WHAT TO DO:
From the entries below, please gather each line containing the string "nodes".

(Collected data entries)
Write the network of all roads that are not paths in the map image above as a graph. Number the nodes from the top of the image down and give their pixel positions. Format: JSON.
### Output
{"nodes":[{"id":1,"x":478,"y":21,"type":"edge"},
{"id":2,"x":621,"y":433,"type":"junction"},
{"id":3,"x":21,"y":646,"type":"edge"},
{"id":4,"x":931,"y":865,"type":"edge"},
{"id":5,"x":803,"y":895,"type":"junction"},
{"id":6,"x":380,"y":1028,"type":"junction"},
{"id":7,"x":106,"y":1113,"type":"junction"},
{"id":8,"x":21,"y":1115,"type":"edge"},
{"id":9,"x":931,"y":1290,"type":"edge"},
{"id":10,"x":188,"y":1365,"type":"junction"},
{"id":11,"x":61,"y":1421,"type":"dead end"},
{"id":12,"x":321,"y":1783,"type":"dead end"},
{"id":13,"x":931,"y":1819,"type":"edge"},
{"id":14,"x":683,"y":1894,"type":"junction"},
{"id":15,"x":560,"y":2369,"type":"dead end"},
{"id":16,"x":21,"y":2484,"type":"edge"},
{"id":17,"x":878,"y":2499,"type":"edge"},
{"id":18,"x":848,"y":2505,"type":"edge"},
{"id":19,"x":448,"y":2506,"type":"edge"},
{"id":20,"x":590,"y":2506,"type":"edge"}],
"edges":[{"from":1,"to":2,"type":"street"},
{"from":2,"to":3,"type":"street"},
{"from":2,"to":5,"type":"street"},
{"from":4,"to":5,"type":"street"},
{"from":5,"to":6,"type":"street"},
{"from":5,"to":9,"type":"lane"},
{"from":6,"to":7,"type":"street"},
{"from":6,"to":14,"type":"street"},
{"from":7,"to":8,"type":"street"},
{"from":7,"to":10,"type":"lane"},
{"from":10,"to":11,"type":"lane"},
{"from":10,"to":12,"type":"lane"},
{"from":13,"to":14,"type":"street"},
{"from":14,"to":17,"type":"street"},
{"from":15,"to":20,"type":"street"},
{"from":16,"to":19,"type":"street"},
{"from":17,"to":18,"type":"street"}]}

YOUR SOLUTION:
Write the network of all roads that are not paths in the map image above as a graph. Number the nodes from the top of the image down and give their pixel positions. Format: JSON.
{"nodes":[{"id":1,"x":478,"y":21,"type":"edge"},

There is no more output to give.